>>>>>

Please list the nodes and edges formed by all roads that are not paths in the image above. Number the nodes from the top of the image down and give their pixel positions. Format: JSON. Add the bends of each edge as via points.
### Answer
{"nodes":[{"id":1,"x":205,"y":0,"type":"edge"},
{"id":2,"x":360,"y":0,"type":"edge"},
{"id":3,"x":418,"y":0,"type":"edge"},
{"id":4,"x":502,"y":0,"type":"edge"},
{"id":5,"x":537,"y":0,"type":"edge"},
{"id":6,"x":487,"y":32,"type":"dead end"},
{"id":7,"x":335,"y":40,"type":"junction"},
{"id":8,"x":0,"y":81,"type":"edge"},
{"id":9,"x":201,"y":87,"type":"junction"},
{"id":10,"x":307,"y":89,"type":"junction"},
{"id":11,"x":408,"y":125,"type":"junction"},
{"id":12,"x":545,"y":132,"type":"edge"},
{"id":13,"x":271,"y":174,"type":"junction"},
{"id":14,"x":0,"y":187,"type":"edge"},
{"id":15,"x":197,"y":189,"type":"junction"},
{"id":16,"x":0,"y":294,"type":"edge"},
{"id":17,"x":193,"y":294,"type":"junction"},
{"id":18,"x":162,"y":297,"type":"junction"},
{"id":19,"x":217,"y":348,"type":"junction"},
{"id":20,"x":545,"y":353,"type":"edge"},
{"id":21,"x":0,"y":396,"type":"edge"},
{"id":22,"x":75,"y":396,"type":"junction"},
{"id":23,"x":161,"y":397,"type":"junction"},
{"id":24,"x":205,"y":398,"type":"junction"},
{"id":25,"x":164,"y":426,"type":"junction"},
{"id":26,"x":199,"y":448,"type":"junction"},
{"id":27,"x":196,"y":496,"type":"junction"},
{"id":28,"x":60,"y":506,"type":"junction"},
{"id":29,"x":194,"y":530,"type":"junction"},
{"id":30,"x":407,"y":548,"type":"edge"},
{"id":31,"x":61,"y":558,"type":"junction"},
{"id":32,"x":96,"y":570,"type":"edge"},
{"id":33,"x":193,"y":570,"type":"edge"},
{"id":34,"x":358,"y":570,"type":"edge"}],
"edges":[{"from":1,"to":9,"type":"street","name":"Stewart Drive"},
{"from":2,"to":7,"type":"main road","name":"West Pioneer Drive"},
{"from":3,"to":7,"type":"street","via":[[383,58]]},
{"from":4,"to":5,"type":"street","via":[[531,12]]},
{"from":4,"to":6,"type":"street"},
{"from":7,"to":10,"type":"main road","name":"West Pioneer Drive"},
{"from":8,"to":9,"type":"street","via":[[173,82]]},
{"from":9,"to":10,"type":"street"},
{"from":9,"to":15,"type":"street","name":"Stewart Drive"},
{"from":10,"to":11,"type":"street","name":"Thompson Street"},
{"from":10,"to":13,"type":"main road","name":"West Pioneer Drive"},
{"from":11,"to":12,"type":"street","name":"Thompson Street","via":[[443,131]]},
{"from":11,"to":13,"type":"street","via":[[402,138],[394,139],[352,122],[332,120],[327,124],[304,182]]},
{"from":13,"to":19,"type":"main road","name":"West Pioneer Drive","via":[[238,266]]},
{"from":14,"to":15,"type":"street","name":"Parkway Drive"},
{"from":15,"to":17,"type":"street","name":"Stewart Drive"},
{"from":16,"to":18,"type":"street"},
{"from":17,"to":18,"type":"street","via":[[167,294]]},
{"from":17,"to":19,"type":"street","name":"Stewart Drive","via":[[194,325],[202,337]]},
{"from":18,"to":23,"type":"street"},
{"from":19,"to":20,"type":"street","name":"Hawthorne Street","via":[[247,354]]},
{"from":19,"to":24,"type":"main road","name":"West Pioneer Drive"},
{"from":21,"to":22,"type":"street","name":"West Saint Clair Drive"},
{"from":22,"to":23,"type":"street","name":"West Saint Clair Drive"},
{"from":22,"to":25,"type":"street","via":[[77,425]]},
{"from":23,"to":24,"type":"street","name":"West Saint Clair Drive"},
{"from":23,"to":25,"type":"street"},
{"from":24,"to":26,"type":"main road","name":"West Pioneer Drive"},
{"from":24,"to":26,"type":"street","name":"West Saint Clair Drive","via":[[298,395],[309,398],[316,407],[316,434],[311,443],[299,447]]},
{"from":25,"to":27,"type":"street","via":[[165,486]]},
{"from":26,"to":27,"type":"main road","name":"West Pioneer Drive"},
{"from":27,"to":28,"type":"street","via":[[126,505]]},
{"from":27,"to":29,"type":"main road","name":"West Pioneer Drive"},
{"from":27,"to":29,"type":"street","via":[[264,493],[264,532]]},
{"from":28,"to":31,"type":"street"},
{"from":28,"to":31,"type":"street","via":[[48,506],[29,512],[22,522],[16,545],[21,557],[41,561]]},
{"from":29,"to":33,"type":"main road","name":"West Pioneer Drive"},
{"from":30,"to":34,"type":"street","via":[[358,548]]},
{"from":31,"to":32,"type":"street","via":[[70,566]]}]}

<<<<<

* EXERCISE DIRECTIONS: The full data, transcribed without change, is the expected answer.

* SOLUTION FOR THIS EXERCISE:
Please list the nodes and edges formed by all roads that are not paths in the image above. Number the nodes from the top of the image down and give their pixel positions. Format: JSON. Add the bends of each edge as via points.
### Answer
{"nodes":[{"id":1,"x":205,"y":0,"type":"edge"},
{"id":2,"x":360,"y":0,"type":"edge"},
{"id":3,"x":418,"y":0,"type":"edge"},
{"id":4,"x":502,"y":0,"type":"edge"},
{"id":5,"x":537,"y":0,"type":"edge"},
{"id":6,"x":487,"y":32,"type":"dead end"},
{"id":7,"x":335,"y":40,"type":"junction"},
{"id":8,"x":0,"y":81,"type":"edge"},
{"id":9,"x":201,"y":87,"type":"junction"},
{"id":10,"x":307,"y":89,"type":"junction"},
{"id":11,"x":408,"y":125,"type":"junction"},
{"id":12,"x":545,"y":132,"type":"edge"},
{"id":13,"x":271,"y":174,"type":"junction"},
{"id":14,"x":0,"y":187,"type":"edge"},
{"id":15,"x":197,"y":189,"type":"junction"},
{"id":16,"x":0,"y":294,"type":"edge"},
{"id":17,"x":193,"y":294,"type":"junction"},
{"id":18,"x":162,"y":297,"type":"junction"},
{"id":19,"x":217,"y":348,"type":"junction"},
{"id":20,"x":545,"y":353,"type":"edge"},
{"id":21,"x":0,"y":396,"type":"edge"},
{"id":22,"x":75,"y":396,"type":"junction"},
{"id":23,"x":161,"y":397,"type":"junction"},
{"id":24,"x":205,"y":398,"type":"junction"},
{"id":25,"x":164,"y":426,"type":"junction"},
{"id":26,"x":199,"y":448,"type":"junction"},
{"id":27,"x":196,"y":496,"type":"junction"},
{"id":28,"x":60,"y":506,"type":"junction"},
{"id":29,"x":194,"y":530,"type":"junction"},
{"id":30,"x":407,"y":548,"type":"edge"},
{"id":31,"x":61,"y":558,"type":"junction"},
{"id":32,"x":96,"y":570,"type":"edge"},
{"id":33,"x":193,"y":570,"type":"edge"},
{"id":34,"x":358,"y":570,"type":"edge"}],
"edges":[{"from":1,"to":9,"type":"street","name":"Stewart Drive"},
{"from":2,"to":7,"type":"main road","name":"West Pioneer Drive"},
{"from":3,"to":7,"type":"street","via":[[383,58]]},
{"from":4,"to":5,"type":"street","via":[[531,12]]},
{"from":4,"to":6,"type":"street"},
{"from":7,"to":10,"type":"main road","name":"West Pioneer Drive"},
{"from":8,"to":9,"type":"street","via":[[173,82]]},
{"from":9,"to":10,"type":"street"},
{"from":9,"to":15,"type":"street","name":"Stewart Drive"},
{"from":10,"to":11,"type":"street","name":"Thompson Street"},
{"from":10,"to":13,"type":"main road","name":"West Pioneer Drive"},
{"from":11,"to":12,"type":"street","name":"Thompson Street","via":[[443,131]]},
{"from":11,"to":13,"type":"street","via":[[402,138],[394,139],[352,122],[332,120],[327,124],[304,182]]},
{"from":13,"to":19,"type":"main road","name":"West Pioneer Drive","via":[[238,266]]},
{"from":14,"to":15,"type":"street","name":"Parkway Drive"},
{"from":15,"to":17,"type":"street","name":"Stewart Drive"},
{"from":16,"to":18,"type":"street"},
{"from":17,"to":18,"type":"street","via":[[167,294]]},
{"from":17,"to":19,"type":"street","name":"Stewart Drive","via":[[194,325],[202,337]]},
{"from":18,"to":23,"type":"street"},
{"from":19,"to":20,"type":"street","name":"Hawthorne Street","via":[[247,354]]},
{"from":19,"to":24,"type":"main road","name":"West Pioneer Drive"},
{"from":21,"to":22,"type":"street","name":"West Saint Clair Drive"},
{"from":22,"to":23,"type":"street","name":"West Saint Clair Drive"},
{"from":22,"to":25,"type":"street","via":[[77,425]]},
{"from":23,"to":24,"type":"street","name":"West Saint Clair Drive"},
{"from":23,"to":25,"type":"street"},
{"from":24,"to":26,"type":"main road","name":"West Pioneer Drive"},
{"from":24,"to":26,"type":"street","name":"West Saint Clair Drive","via":[[298,395],[309,398],[316,407],[316,434],[311,443],[299,447]]},
{"from":25,"to":27,"type":"street","via":[[165,486]]},
{"from":26,"to":27,"type":"main road","name":"West Pioneer Drive"},
{"from":27,"to":28,"type":"street","via":[[126,505]]},
{"from":27,"to":29,"type":"main road","name":"West Pioneer Drive"},
{"from":27,"to":29,"type":"street","via":[[264,493],[264,532]]},
{"from":28,"to":31,"type":"street"},
{"from":28,"to":31,"type":"street","via":[[48,506],[29,512],[22,522],[16,545],[21,557],[41,561]]},
{"from":29,"to":33,"type":"main road","name":"West Pioneer Drive"},
{"from":30,"to":34,"type":"street","via":[[358,548]]},
{"from":31,"to":32,"type":"street","via":[[70,566]]}]}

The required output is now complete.